# Provided data:
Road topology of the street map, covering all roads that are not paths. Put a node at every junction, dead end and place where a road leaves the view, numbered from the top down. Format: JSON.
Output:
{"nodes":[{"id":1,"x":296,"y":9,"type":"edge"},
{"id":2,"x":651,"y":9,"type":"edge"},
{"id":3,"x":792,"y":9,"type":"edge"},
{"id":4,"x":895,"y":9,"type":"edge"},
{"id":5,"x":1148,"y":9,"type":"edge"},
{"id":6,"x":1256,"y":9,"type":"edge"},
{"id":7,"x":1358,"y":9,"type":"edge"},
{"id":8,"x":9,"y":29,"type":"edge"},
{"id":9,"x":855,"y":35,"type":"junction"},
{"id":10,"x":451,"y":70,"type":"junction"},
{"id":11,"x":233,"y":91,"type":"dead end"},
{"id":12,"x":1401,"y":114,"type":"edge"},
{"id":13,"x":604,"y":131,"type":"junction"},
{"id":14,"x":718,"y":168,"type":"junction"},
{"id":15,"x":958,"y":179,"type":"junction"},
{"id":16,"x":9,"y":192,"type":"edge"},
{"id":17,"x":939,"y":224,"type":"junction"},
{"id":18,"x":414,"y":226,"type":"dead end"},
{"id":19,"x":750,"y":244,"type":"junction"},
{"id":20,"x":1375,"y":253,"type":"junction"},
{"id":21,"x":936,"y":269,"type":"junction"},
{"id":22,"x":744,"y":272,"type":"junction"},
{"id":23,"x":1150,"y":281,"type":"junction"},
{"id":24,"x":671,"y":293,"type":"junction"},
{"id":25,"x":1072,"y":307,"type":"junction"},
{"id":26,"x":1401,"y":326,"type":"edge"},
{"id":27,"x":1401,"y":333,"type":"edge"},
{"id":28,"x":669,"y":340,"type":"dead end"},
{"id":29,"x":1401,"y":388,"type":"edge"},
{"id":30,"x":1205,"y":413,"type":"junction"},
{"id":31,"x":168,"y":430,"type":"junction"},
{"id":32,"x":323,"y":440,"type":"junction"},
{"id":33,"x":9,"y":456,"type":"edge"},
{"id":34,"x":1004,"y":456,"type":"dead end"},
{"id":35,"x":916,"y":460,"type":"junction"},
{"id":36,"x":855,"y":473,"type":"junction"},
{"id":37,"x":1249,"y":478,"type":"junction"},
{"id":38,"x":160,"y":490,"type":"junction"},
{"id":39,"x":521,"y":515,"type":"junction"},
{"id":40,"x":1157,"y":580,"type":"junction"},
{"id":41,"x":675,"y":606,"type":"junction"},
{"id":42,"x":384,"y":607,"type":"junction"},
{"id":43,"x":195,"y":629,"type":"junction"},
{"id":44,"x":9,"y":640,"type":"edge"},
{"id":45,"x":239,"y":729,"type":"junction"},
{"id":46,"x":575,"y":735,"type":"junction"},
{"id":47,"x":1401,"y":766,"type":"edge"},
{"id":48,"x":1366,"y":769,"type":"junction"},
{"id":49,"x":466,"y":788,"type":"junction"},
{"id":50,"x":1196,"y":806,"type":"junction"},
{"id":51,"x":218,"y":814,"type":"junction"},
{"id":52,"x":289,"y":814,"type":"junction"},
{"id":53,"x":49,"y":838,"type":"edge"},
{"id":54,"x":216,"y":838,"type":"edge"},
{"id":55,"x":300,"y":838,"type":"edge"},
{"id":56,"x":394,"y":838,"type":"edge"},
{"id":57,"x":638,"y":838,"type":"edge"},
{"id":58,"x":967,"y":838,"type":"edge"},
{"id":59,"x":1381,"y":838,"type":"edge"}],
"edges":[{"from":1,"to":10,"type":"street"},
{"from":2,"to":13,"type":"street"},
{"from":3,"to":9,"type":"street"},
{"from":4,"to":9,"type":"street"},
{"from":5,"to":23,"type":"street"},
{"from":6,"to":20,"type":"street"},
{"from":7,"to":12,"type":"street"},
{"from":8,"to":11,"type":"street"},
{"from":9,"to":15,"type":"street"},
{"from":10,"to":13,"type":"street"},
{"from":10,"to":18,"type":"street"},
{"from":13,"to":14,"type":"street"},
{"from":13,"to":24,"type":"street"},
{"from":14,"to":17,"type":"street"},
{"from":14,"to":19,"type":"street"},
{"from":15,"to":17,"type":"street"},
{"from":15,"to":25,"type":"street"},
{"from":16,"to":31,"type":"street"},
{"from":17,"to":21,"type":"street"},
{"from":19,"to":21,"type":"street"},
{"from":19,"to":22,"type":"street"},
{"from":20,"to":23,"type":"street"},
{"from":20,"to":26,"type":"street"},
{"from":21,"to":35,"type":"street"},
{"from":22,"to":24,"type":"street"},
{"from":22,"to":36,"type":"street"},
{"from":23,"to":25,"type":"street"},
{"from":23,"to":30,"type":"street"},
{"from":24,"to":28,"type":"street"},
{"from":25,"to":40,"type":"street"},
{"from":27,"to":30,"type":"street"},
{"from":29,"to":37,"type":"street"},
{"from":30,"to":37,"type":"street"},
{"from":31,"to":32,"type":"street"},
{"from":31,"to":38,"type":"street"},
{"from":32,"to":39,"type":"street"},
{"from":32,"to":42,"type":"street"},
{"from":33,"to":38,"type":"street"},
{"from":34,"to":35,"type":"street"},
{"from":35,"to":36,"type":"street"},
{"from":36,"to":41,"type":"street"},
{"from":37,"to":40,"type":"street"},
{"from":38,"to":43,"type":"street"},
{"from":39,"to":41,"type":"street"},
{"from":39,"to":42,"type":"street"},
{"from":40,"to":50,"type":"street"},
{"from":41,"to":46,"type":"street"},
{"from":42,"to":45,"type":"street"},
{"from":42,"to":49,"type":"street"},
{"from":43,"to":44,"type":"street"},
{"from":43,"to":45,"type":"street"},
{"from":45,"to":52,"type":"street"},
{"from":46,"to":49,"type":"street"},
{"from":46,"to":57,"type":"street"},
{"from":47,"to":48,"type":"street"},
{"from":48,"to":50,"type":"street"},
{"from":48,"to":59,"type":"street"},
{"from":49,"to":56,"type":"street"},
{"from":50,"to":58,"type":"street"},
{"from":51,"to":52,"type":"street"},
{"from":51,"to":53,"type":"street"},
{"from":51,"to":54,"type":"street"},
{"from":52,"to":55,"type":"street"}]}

# What to work on:
Across the records above, return every line that contains the word "dead".

# Response:
Road topology of the street map, covering all roads that are not paths. Put a node at every junction, dead end and place where a road leaves the view, numbered from the top down. Format: JSON.
{"id":11,"x":233,"y":91,"type":"dead end"},
{"id":18,"x":414,"y":226,"type":"dead end"},
{"id":28,"x":669,"y":340,"type":"dead end"},
{"id":34,"x":1004,"y":456,"type":"dead end"},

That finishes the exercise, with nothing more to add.